REQUIRED WORK - Scan the entries below and say how many lines contain "Avenue". Write only the number.

BEGIN RECORDED INFORMATION

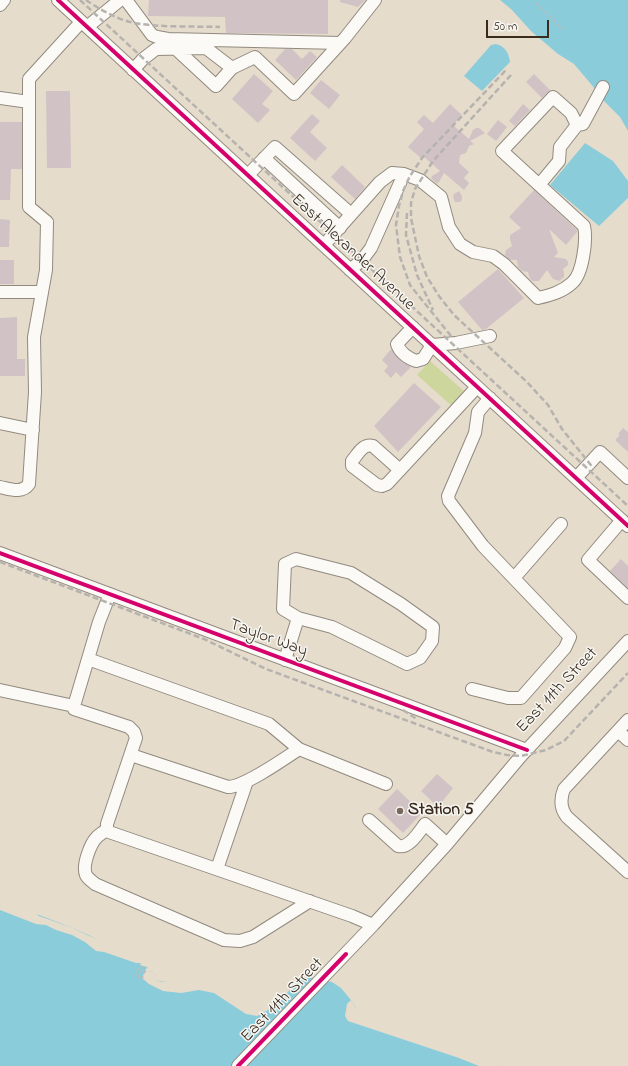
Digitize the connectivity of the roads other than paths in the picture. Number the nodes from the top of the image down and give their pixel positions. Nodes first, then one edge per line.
1 (4, 0) edge
2 (58, 0) edge
3 (120, 0) edge
4 (126, 0) edge
5 (375, 0) edge
6 (0, 5) edge
7 (84, 25) junction
8 (340, 44) junction
9 (174, 48) junction
10 (232, 68) junction
11 (134, 70) junction
12 (604, 87) dead end
13 (0, 98) edge
14 (29, 102) junction
15 (577, 126) junction
16 (264, 158) junction
17 (404, 174) junction
18 (248, 175) junction
19 (539, 185) junction
20 (352, 214) junction
21 (340, 228) junction
22 (324, 245) junction
23 (350, 270) junction
24 (0, 292) edge
25 (42, 292) junction
26 (413, 327) junction
27 (490, 336) dead end
28 (432, 345) junction
29 (477, 386) junction
30 (490, 398) junction
31 (0, 423) edge
32 (33, 430) junction
33 (400, 470) dead end
34 (576, 478) junction
35 (628, 478) edge
36 (0, 487) edge
37 (625, 523) edge
38 (561, 524) dead end
39 (0, 553) edge
40 (514, 578) junction
41 (110, 594) junction
42 (628, 598) edge
43 (298, 618) junction
44 (628, 641) edge
45 (88, 659) junction
46 (285, 660) junction
47 (472, 689) dead end
48 (0, 690) edge
49 (74, 706) junction
50 (628, 720) edge
51 (618, 730) junction
52 (628, 740) edge
53 (299, 750) junction
54 (527, 750) junction
55 (131, 755) junction
56 (247, 781) junction
57 (386, 784) dead end
58 (369, 820) dead end
59 (107, 829) junction
60 (447, 844) junction
61 (217, 869) junction
62 (628, 872) edge
63 (310, 901) junction
64 (373, 925) junction
65 (238, 1066) edge

1 - 6 street
2 - 7 street, East Alexander Avenue
3 - 7 street
4 - 8 street
5 - 8 street
7 - 11 street, East Alexander Avenue
7 - 14 street
8 - 10 street
9 - 10 street
9 - 10 street
9 - 11 street
11 - 18 street, East Alexander Avenue
12 - 15 street
13 - 14 street
14 - 25 street
15 - 19 street
15 - 19 street
16 - 18 street
16 - 20 street
16 - 21 street
17 - 19 street
17 - 20 street
17 - 23 street
18 - 22 street, East Alexander Avenue
20 - 21 street
21 - 22 street
22 - 23 street, East Alexander Avenue
23 - 26 street, East Alexander Avenue
24 - 25 street
25 - 32 street
26 - 28 street, East Alexander Avenue
26 - 28 street
27 - 28 street
28 - 29 street, East Alexander Avenue
29 - 30 street, East Alexander Avenue
29 - 33 street
30 - 34 street, East Alexander Avenue
30 - 40 street
31 - 32 street
32 - 36 street
34 - 35 street
34 - 37 street, East Alexander Avenue
37 - 42 street
38 - 40 street
39 - 41 street, Taylor Way
40 - 47 street
41 - 45 street
41 - 46 street, Taylor Way
43 - 43 street
43 - 46 street
44 - 54 street, East 11th Street
45 - 49 street
45 - 53 street
46 - 54 street, Taylor Way
48 - 49 street
49 - 55 street
50 - 51 street
51 - 52 street
51 - 62 street
53 - 56 street
53 - 57 street
54 - 60 street, East 11th Street
55 - 56 street
55 - 59 street
56 - 61 street
58 - 60 street
59 - 61 street
59 - 63 street
60 - 64 street, East 11th Street
61 - 63 street
63 - 64 street
64 - 65 street, East 11th Street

END RECORDED INFORMATION

ANSWER SECTION - 11